A favore dell’attuale Massaro Priore di Santo Spirito, potrebbe poi giocare il rapporto instaurato con l’attuale assessore al Palio, Aldo Modonesi. Non a caso le ultime vicende legate in particolare all’iniziativa delle magliette Sos Terremoto hanno visto tra i protagonisti, proprio l’assessore Modonesi e lo stesso Mantovani, mentre non si poteva non notare l’assenza del Presidente Merighi.

Molto più concreta, per la verità, appare la seconda ipotesi, quella che vuole nuovo presidente dell’ente palio di Ferrara, l’attuale presidente della Circoscrizione 1, Girolamo Calò.

Politicamente figlio d’arte, Calò è in quota Pd e ha sempre visto con favore le iniziative delle Contrade, partecipando più di una volta, in particolare alle manifestazioni delle Contrade il cui territorio insiste sulla circoscrizione di cui è presidente.
Non è ancora chiaro quali siano i borghi ed i rioni che stanno lavorando per farlo sedere sullo scranno più alto del Palio, mentre è certo che non mancano i distinguo e c’è anche chi continua a pensare che Vainer Merighi ha lavorato in maniera molto positiva, riacciuffando per i capelli l’immagine di una manifestazione che dopo il disastroso palio del 2006, sembrava impossibile da recuperare.

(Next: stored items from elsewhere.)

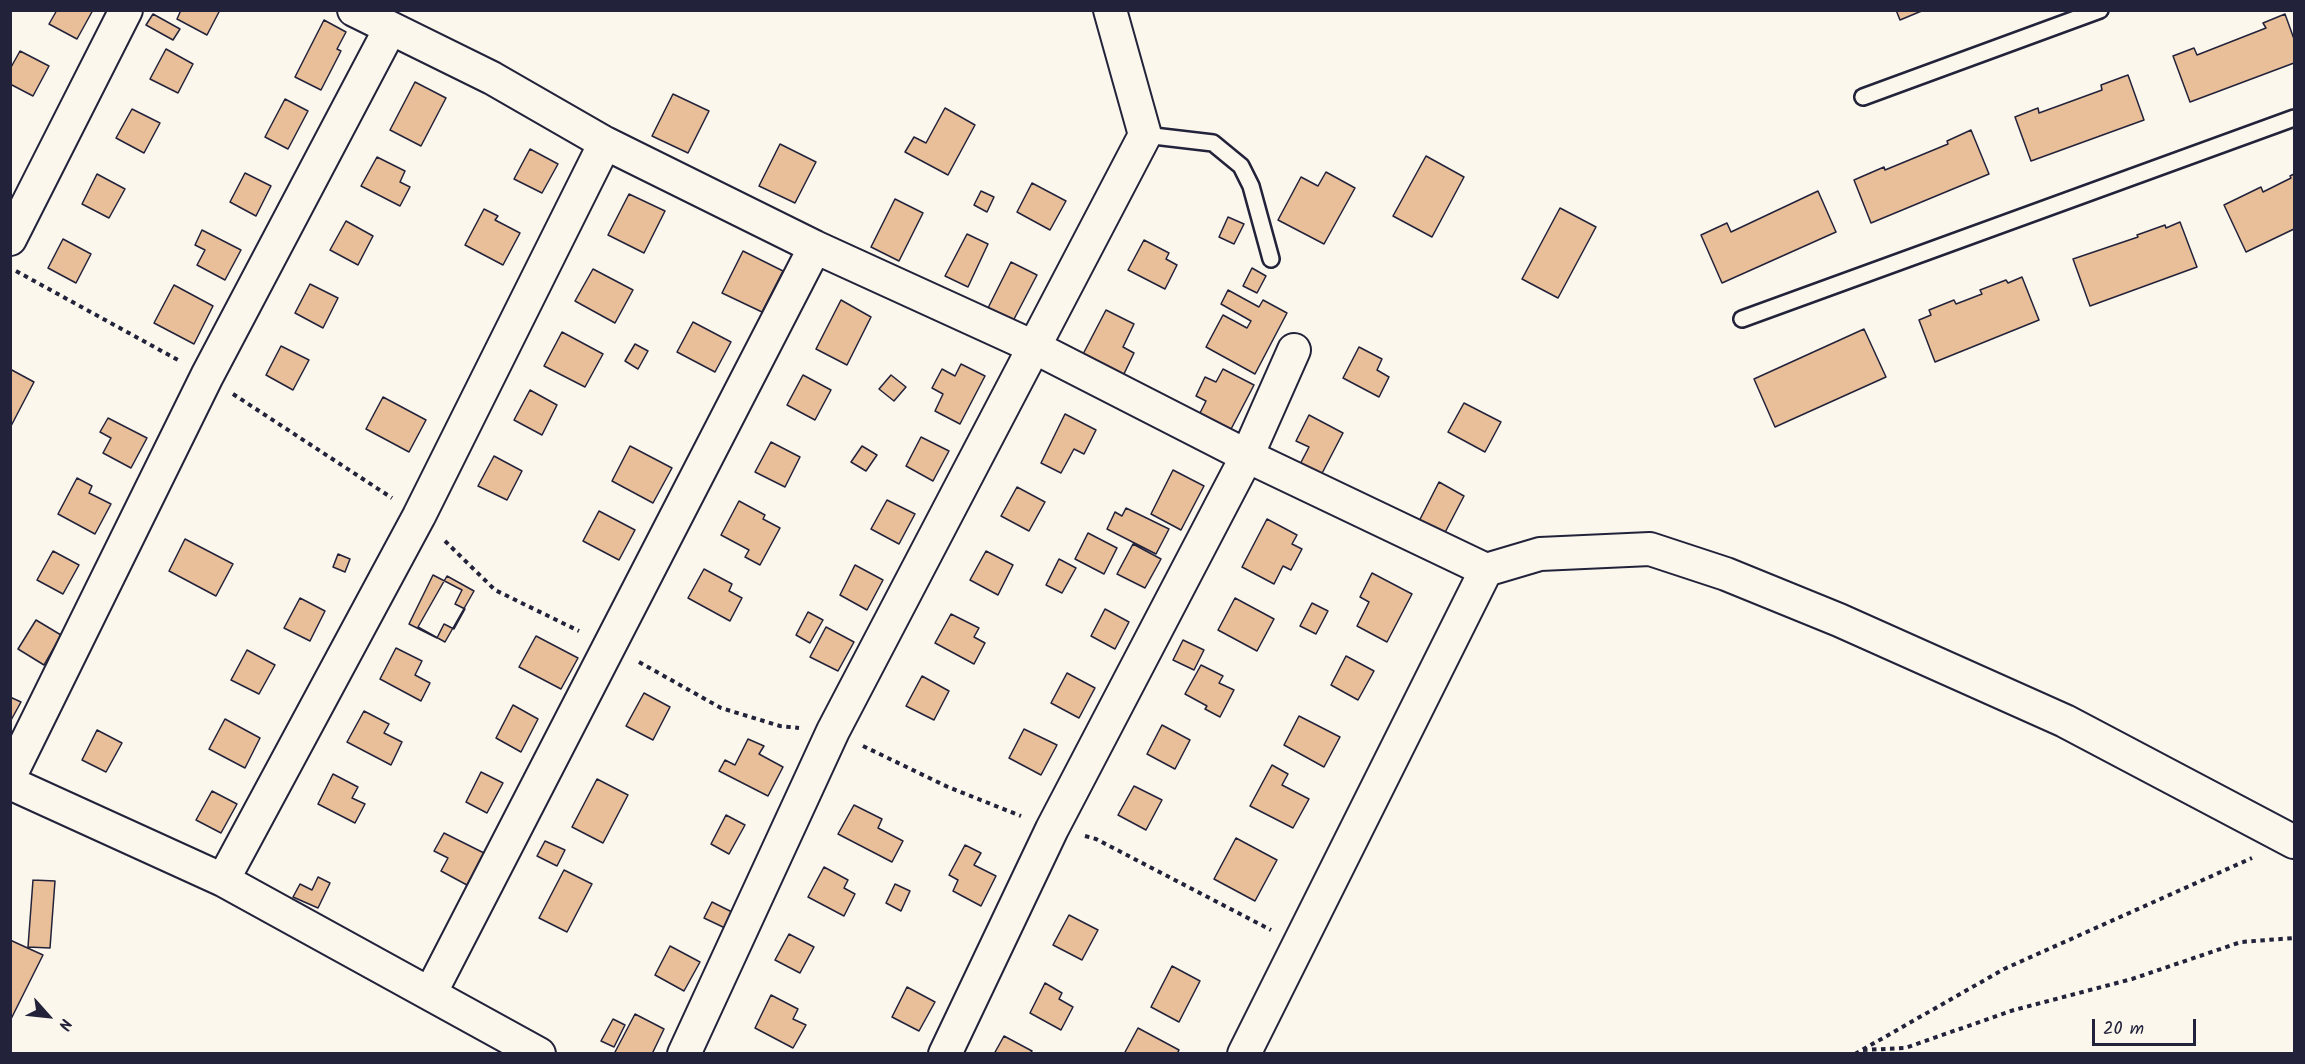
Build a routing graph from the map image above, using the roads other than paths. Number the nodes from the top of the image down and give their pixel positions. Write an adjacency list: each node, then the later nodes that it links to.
1 (126, 10): 10 (street)
2 (354, 10): 5 (street)
3 (1110, 10): 8 (street)
4 (2100, 10): 6 (lane)
5 (390, 29): 9 (street); 18 (street)
6 (1863, 97)
7 (2295, 118): 13 (lane)
8 (1145, 135): 12 (lane); 14 (street)
9 (605, 143): 11 (street); 21 (street)
10 (10, 239)
11 (815, 247): 14 (street); 22 (street)
12 (1271, 259)
13 (1742, 319)
14 (1034, 346): 16 (street); 24 (street)
15 (1294, 350): 16 (street)
16 (1247, 456): 17 (street); 25 (street)
17 (1486, 570): 20 (street); 26 (street)
18 (10, 776)
19 (10, 783): 21 (street)
20 (2295, 842)
21 (224, 880): 22 (street)
22 (431, 992): 23 (street)
23 (539, 1053)
24 (684, 1053)
25 (945, 1053)
26 (1244, 1053)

Ottimo il lavoro del presidente uscente anche sul piano economico, visto che nonostante le tante difficoltà ed il consistente taglio dei contributi, ha portato in porto con grande maestria anche il palio 2012, con tutte le problematiche con cui ha dovuto confrontarsi.

A ben guardare e senza voler fare della dietrologia a tutti i costi, viene da pensare che forse, a determinare l’addio al Palio da parte di Vainer Merighi non siano stati solamente gli impegni di lavoro sempre più pressanti ed una naturale stanchezza dopo due mandati, ma anche un certo disagio per una serie di manovre pubbliche e private che qualcuno ha inteso portare avanti con l’obiettivo di dare una certa svolta alla manifestazione.